The Lunch Counter Rule
What we've forgotten about how political demonstrations work.

Following any protest that evolves into a violent or destructive riot, there will invariably be a large number of people defending it with some variation of “the point of a protest is to be disruptive” or “peaceful protests don’t work.”
The claims are nonsense, and I can see three possible reasons for why someone might utter them:
(1) It may be post hoc rationalization from people who get off on the power trip, wanted to steal some electronics, or are trying through a roundabout way to work through their father issues.
(2) There are some people who simply heard the refrain, never thought it through, and are repeating it as a sign of solidarity. I suspect this is the majority. And even if the message doesn’t quite ring true (perhaps they recall that the civil rights movement had lots of peaceful demonstrations), they think it’s harmful to question to doctrine. So long as you’ve got good intentions, it’s not only unnecessary to ask where the road is leading, but wrong because you might slow down the paving.
(3) Some people actually believe it. These are not smart people.
Ask anyone who supports any variety of unlawful protest how to distinguish their actions from bullying. If it’s okay for protesters to shut down a road (without a permit) because “the point of a protest is to inconvenience people,” follow up by asking if it’s okay for a group of protesters to block their driveway or front door to inconvenience them. If they agree, you’ve just found a new quarantine hobby.

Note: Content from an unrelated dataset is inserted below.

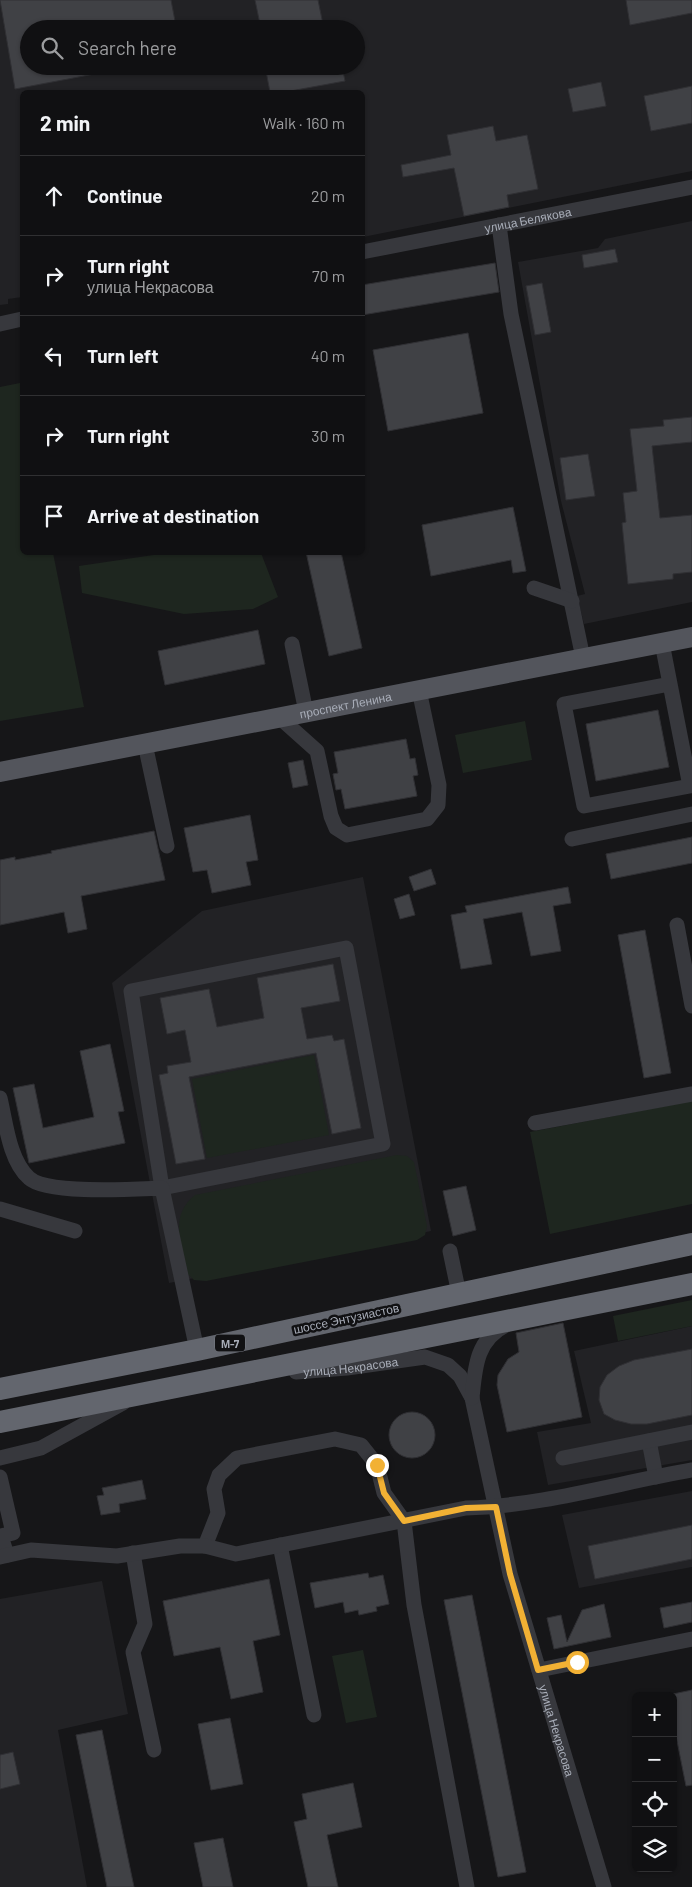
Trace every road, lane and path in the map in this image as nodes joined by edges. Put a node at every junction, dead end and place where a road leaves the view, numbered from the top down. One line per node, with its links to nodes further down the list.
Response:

The idea behind the right-to-inconvenience fallacy is that protesters believe they have a right to demand your attention. Of course that’s absurd. Everyone has the right to speak, and everyone has the right to listen, but no one has the right to force others to listen.
So if the point of a protest isn’t to inconvenience others, and people are free to ignore anyone they don’t want to listen to, what is the point? The point is to gather support by virtue of the strength of your argument and righteousness of your cause. These demonstrations, if large enough, may be disruptive incidental to trying to get their message out, but it’s the message (not the disruption) that is the intent.
What happens then if people don’t listen? If they aren’t persuaded? If they don’t take action or support your cause?
Then they didn’t listen, weren’t persuaded, and didn’t join your cause. There’s no guarantee of victory. Work harder, get better, keep trying.
Here is the crux of the argument: People supporting unlawful demonstrations have taken the position that when an argument fails to persuade, more extreme methods become justified. This should strike anyone with more than two teaspoons of sense between their ears as absurd on its face.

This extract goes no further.